Items from a data source
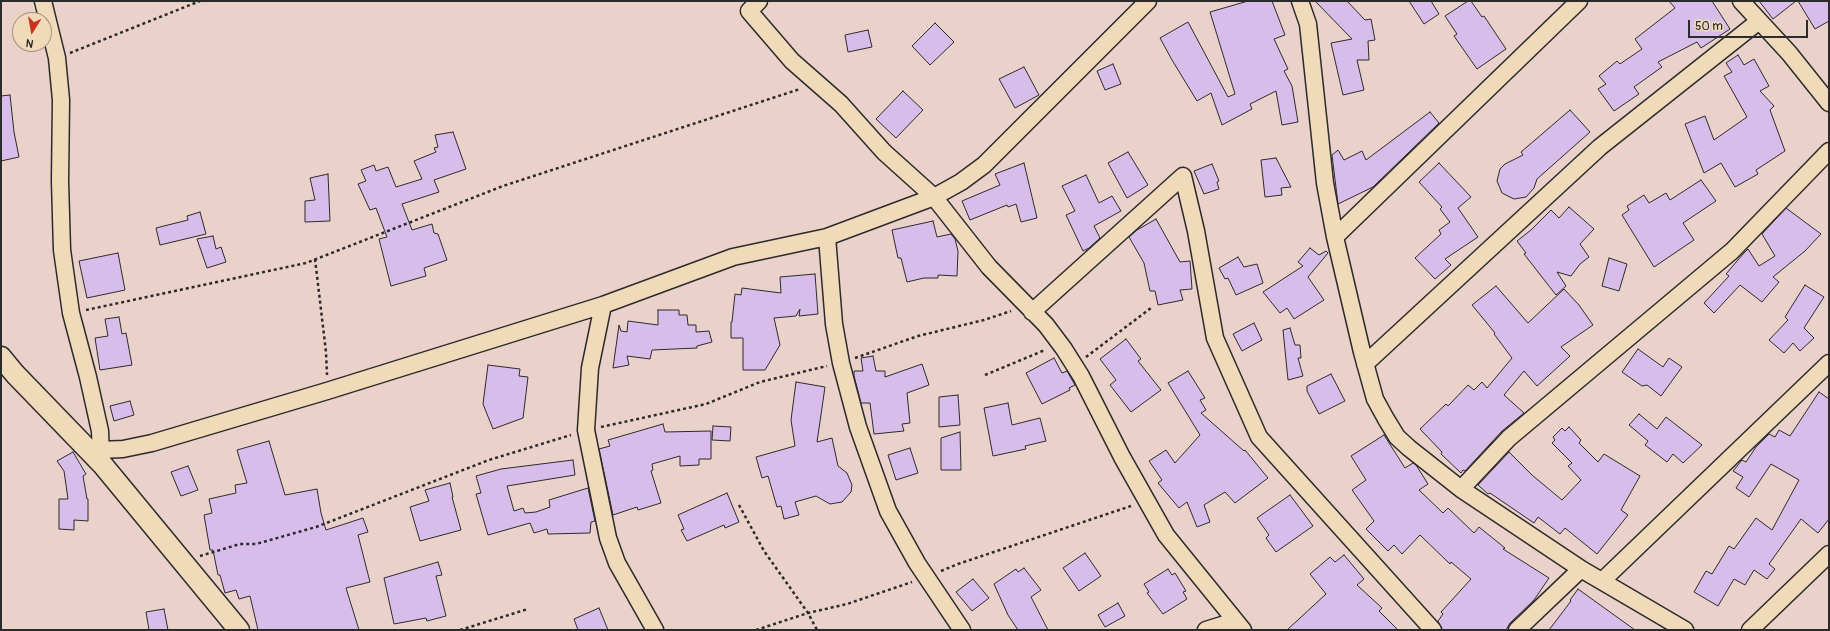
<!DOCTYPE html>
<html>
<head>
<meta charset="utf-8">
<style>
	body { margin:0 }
	#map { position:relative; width:1830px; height:631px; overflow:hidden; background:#ead1c9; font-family:Pangolin,sans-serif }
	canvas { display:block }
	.frame { position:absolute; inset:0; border:2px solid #2b2b2b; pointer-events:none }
	.north { position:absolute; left:12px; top:12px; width:40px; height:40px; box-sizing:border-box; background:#f1daba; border:1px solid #a29481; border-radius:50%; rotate:191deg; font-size:11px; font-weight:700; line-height:16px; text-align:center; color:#2b2b2b }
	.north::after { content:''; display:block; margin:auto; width:14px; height:18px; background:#c8321e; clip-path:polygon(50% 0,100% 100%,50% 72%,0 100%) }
	.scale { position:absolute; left:1688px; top:20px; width:120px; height:18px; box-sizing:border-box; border:2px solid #2b2b2b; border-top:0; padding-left:5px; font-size:12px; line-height:14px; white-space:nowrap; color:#2b2b2b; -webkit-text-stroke:3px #f1daba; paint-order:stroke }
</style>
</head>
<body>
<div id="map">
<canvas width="1830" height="631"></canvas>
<div class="frame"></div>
<div class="north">N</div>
<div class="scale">50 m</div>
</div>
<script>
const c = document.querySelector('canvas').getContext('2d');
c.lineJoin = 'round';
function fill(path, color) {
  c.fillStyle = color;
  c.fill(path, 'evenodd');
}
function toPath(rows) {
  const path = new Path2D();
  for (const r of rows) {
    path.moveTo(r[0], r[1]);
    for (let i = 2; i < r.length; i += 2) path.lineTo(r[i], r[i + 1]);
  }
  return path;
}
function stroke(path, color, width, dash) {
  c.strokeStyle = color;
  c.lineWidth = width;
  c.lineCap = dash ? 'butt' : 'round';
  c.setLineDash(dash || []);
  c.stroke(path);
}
const building = toPath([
	[1248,1,1272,1,1285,35,1274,39,1288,69,1284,71,1292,86,1298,122,1282,125,1276,91,1250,104,1252,109,1222,125,1211,93,1197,101,1172,60,1160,38,1188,22,1228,97,1235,94,1210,12,1248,1],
	[1315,1,1347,1,1365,20,1371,19,1375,40,1368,41,1369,60,1357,60,1364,90,1343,95,1331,43,1352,39,1315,1],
	[1409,1,1431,1,1439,14,1424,24,1409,1],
	[1468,1,1471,1,1482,17,1484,16,1506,49,1477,69,1454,36,1457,34,1445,16,1468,1],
	[1669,1,1712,1,1730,29,1701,48,1697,42,1658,62,1662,67,1634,87,1639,94,1614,111,1598,89,1606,84,1599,76,1617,61,1620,64,1642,49,1635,39,1675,8,1669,1],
	[1759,1,1796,1,1773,19,1759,1],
	[1798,1,1829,1,1829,21,1815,29,1798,1],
	[935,23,954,42,930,65,912,46,935,23],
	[868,30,872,47,848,52,845,35,868,30],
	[1738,55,1744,65,1754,59,1769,86,1760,91,1774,106,1770,110,1785,151,1756,170,1758,174,1735,187,1721,163,1704,173,1685,124,1705,116,1714,140,1747,117,1724,76,1732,72,1726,63,1738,55],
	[1113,64,1121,84,1105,90,1097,71,1113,64],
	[1024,67,1039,95,1015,108,999,79,1024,67],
	[903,91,923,110,896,138,876,119,903,91],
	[10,95,14,132,19,157,1,161,1,96,10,95],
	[1570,110,1590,132,1537,179,1534,188,1526,197,1514,199,1502,193,1497,181,1500,169,1505,164,1523,155,1521,152,1570,110],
	[1430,112,1439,123,1373,187,1338,204,1332,155,1338,150,1344,160,1362,151,1366,160,1430,112],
	[453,132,466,169,434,180,439,192,402,204,412,230,432,224,434,233,438,234,447,260,424,268,426,276,391,286,379,239,387,237,376,208,370,210,358,184,366,181,361,170,374,165,376,171,388,167,396,187,422,179,414,161,436,152,434,148,438,147,435,135,453,132],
	[1128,152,1148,185,1127,198,1108,163,1128,152],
	[1276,158,1291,187,1281,188,1282,195,1265,197,1261,160,1276,158],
	[1024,163,1037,218,1021,222,1016,204,1008,207,1007,205,970,220,962,201,1000,185,995,174,1024,163],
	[1439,163,1471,197,1458,208,1478,237,1445,259,1451,265,1435,279,1415,258,1441,234,1439,230,1450,222,1440,209,1442,207,1419,182,1439,163],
	[1212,164,1219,181,1217,182,1219,189,1204,194,1194,171,1212,164],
	[328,174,330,221,305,222,305,201,315,200,310,178,328,174],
	[1086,175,1099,203,1112,196,1121,211,1094,226,1100,238,1089,248,1083,251,1066,215,1075,211,1062,186,1086,175],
	[1701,180,1716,201,1683,223,1694,240,1654,267,1622,215,1629,210,1627,206,1644,195,1649,203,1666,193,1670,200,1701,180],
	[1569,207,1594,229,1580,244,1589,257,1580,264,1571,276,1557,272,1566,286,1556,295,1524,254,1526,253,1517,241,1531,230,1551,210,1559,218,1569,207],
	[1786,208,1821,234,1805,251,1773,277,1779,282,1762,302,1740,285,1714,313,1704,303,1729,276,1726,274,1743,254,1748,249,1759,266,1775,256,1762,234,1786,208],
	[200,212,206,234,160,245,156,228,188,220,187,216,200,212],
	[1156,219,1180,262,1190,261,1192,289,1180,290,1183,300,1158,305,1155,291,1150,291,1144,263,1129,237,1137,230,1156,219],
	[933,221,937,237,951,234,955,239,958,251,957,276,938,275,938,278,924,278,907,282,901,258,898,258,892,230,933,221],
	[213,236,216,249,221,247,226,262,207,268,197,239,213,236],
	[1310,248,1319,255,1326,251,1328,253,1308,277,1324,300,1294,319,1287,308,1280,313,1263,292,1303,266,1298,262,1310,248],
	[118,253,125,290,87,298,79,261,118,253],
	[1238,257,1244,267,1257,264,1263,283,1236,295,1228,278,1225,279,1219,268,1238,257],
	[1609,258,1627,264,1619,291,1602,286,1609,258],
	[815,274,818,314,799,316,800,309,796,316,774,318,780,345,765,370,743,370,743,338,731,338,731,322,732,322,735,294,741,295,742,288,781,293,780,277,815,274],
	[1805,285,1824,297,1804,328,1814,338,1800,351,1793,343,1784,353,1769,340,1788,320,1785,317,1805,285],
	[1496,286,1528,323,1564,289,1579,305,1593,325,1561,347,1570,356,1537,386,1524,371,1504,395,1524,413,1502,431,1465,471,1463,470,1461,473,1441,454,1442,452,1420,429,1446,404,1448,406,1468,385,1474,390,1482,382,1487,388,1512,358,1494,334,1495,333,1472,305,1496,286],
	[658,310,679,310,679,315,687,315,688,325,696,325,696,332,709,331,712,342,697,346,697,348,652,350,650,359,627,356,629,365,613,368,619,325,621,331,627,332,628,321,658,325,658,310],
	[119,317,122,334,126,333,132,365,100,370,95,338,108,336,105,319,119,317],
	[1254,323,1262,340,1242,351,1233,334,1254,323],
	[1290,328,1295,345,1300,345,1301,358,1298,358,1303,376,1288,380,1283,330,1290,328],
	[1126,339,1141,359,1138,361,1161,390,1131,412,1110,385,1116,380,1100,359,1126,339],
	[1638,349,1663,367,1669,358,1682,367,1661,396,1647,385,1642,386,1622,372,1638,349],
	[873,356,876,371,885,371,885,377,922,364,929,385,907,393,910,423,902,424,904,431,874,434,870,403,861,403,854,376,854,371,863,371,861,358,873,356],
	[1054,358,1062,373,1067,371,1075,385,1069,388,1070,390,1042,404,1026,373,1054,358],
	[488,365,520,369,519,376,528,377,523,418,493,429,483,404,488,365],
	[1188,371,1205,398,1200,400,1206,410,1201,413,1244,451,1245,450,1268,478,1235,503,1225,492,1204,505,1210,522,1197,527,1187,502,1179,508,1158,483,1162,480,1149,461,1166,450,1175,463,1200,435,1168,383,1188,371],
	[1331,374,1345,401,1319,414,1307,391,1307,386,1331,374],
	[796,382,825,387,817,442,832,438,838,466,847,473,852,485,851,492,842,502,830,504,816,496,795,502,799,515,784,519,781,506,777,507,768,476,762,478,756,457,795,446,791,420,796,382],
	[1819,392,1829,399,1829,519,1818,533,1801,519,1769,564,1775,569,1767,579,1754,570,1745,585,1734,579,1718,606,1694,592,1706,571,1712,574,1729,546,1734,549,1756,518,1772,530,1799,480,1771,464,1749,497,1736,488,1743,477,1733,471,1742,460,1746,462,1756,447,1769,434,1775,437,1779,430,1790,436,1819,392],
	[958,395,960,425,939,427,939,397,958,395],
	[130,401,134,415,114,421,110,406,130,401],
	[1008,403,1012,425,1040,418,1046,441,1025,446,1026,449,993,456,984,408,1008,403],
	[1639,414,1657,429,1666,417,1702,445,1683,463,1673,454,1667,462,1645,445,1648,441,1629,425,1639,414],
	[663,424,665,432,711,431,711,459,699,459,699,465,680,466,680,456,652,464,653,470,651,471,661,503,638,510,637,507,613,515,599,449,610,446,608,440,663,424],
	[713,426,731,427,730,441,712,440,713,426],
	[1569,427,1581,440,1579,443,1598,462,1604,454,1640,476,1621,510,1628,515,1597,554,1565,528,1560,534,1538,517,1534,523,1490,493,1488,494,1478,485,1509,452,1532,475,1562,500,1581,480,1568,466,1572,463,1552,443,1555,440,1553,437,1562,428,1565,431,1569,427],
	[960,432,961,470,941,470,941,438,960,432],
	[1384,435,1405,468,1413,463,1416,465,1428,484,1419,490,1443,513,1448,508,1474,533,1479,527,1505,548,1503,549,1549,578,1534,600,1510,623,1506,630,1442,630,1438,621,1443,614,1441,612,1471,579,1451,562,1450,564,1420,535,1402,554,1394,545,1388,551,1366,529,1374,521,1352,490,1366,480,1351,456,1384,435],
	[269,441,285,495,317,489,321,513,326,530,363,518,368,532,358,535,370,582,346,588,359,630,258,630,250,596,239,599,236,590,225,593,220,575,218,575,213,550,210,550,204,515,212,513,209,499,236,493,235,485,247,483,237,450,269,441],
	[910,448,918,473,896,480,888,455,910,448],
	[73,452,86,474,83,476,87,499,88,499,88,521,74,520,74,530,59,529,59,499,68,499,64,471,57,461,73,452],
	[573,460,575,475,507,486,514,511,523,508,525,513,536,512,550,507,549,500,588,488,595,521,591,522,590,533,548,534,547,529,534,533,530,523,488,535,476,494,481,493,476,476,501,469,573,460],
	[188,466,198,490,181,496,171,472,188,466],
	[450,483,453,497,452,497,461,530,420,541,410,507,429,501,425,490,450,483],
	[727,493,739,522,725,528,724,525,687,541,681,530,684,529,678,515,727,493],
	[1290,495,1313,526,1276,552,1266,538,1269,535,1257,518,1290,495],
	[1085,553,1101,576,1079,591,1063,568,1085,553],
	[1344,555,1364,579,1357,585,1382,608,1379,611,1398,630,1287,630,1326,594,1310,574,1330,557,1335,562,1344,555],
	[438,562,442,575,436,576,446,616,427,621,426,618,394,624,384,578,438,562],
	[1024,568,1041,590,1031,597,1048,630,1018,630,1008,615,994,584,1016,569,1018,572,1024,568],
	[1168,569,1172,575,1175,573,1186,591,1183,592,1187,599,1163,614,1147,593,1149,592,1144,584,1168,569],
	[973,579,989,598,972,611,956,592,973,579],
	[1578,589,1635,630,1549,630,1571,601,1570,600,1578,589],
	[1118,603,1125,616,1105,627,1098,615,1118,603],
	[599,608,608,630,578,630,574,619,599,608],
	[164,609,168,630,149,630,146,612,164,609]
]);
const path = toPath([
	[70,53,200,1],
	[315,259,326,352,327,375],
	[86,310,306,263,503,186,800,89],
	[1086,357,1151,308],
	[855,358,918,336,984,320,1011,311],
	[985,375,1045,350],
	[601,427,706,404,760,382,827,366],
	[739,505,764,551,808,613,817,630],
	[200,556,240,544,256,544,316,527,489,460,571,435],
	[941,571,958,564,1131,506],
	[460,630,528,609],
	[756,630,808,613,847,604,912,582]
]);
const minor = toPath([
	[43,1,57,58,61,100,60,181,62,250,71,313,88,377,100,431,101,461],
	[759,1,749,11,792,61,841,104,884,152,934,197,989,267,1046,325,1064,349,1081,376,1122,457,1166,535,1243,630],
	[1300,1,1308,24,1325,183,1335,237,1362,352,1375,399,1386,419,1397,437,1409,448,1461,489,1581,569,1685,630],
	[1741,1,1789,53,1829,103],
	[827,237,834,324,841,363,858,427,888,511,917,563,962,630],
	[1335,237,1579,1],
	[603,305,590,368,586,430,608,538,617,563,655,630],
	[1032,312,1183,176,1196,231,1215,338,1259,437,1433,630],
	[1365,364,1600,147,1759,21],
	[100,450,123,449,152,443,327,391,603,305,733,257,827,237,934,197,961,182,984,165,1148,1],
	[1461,489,1509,438,1732,251,1829,151],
	[1602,581,1829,363],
	[1206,630,1235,621],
	[1517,630,1581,569],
	[1750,630,1829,554]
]);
const major = toPath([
	[1,357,15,374,102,464,239,630]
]);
fill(building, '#d8bdeb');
stroke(building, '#2b2b2b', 1);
stroke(minor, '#2b2b2b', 19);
stroke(major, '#2b2b2b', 23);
stroke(path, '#2b2b2b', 2.5, [3, 3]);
stroke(minor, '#f1daba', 16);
stroke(major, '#f1daba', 20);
</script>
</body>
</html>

* [Exercise prompt]: Give the lines again word for word, from the start of the records to the line holding "position:absolute; left:12px; top:12px;", both included, and leave out any picture.

* [Response to the exercise]:
<!DOCTYPE html>
<html>
<head>
<meta charset="utf-8">
<style>
	body { margin:0 }
	#map { position:relative; width:1830px; height:631px; overflow:hidden; background:#ead1c9; font-family:Pangolin,sans-serif }
	canvas { display:block }
	.frame { position:absolute; inset:0; border:2px solid #2b2b2b; pointer-events:none }
	.north { position:absolute; left:12px; top:12px; width:40px; height:40px; box-sizing:border-box; background:#f1daba; border:1px solid #a29481; border-radius:50%; rotate:191deg; font-size:11px; font-weight:700; line-height:16px; text-align:center; color:#2b2b2b }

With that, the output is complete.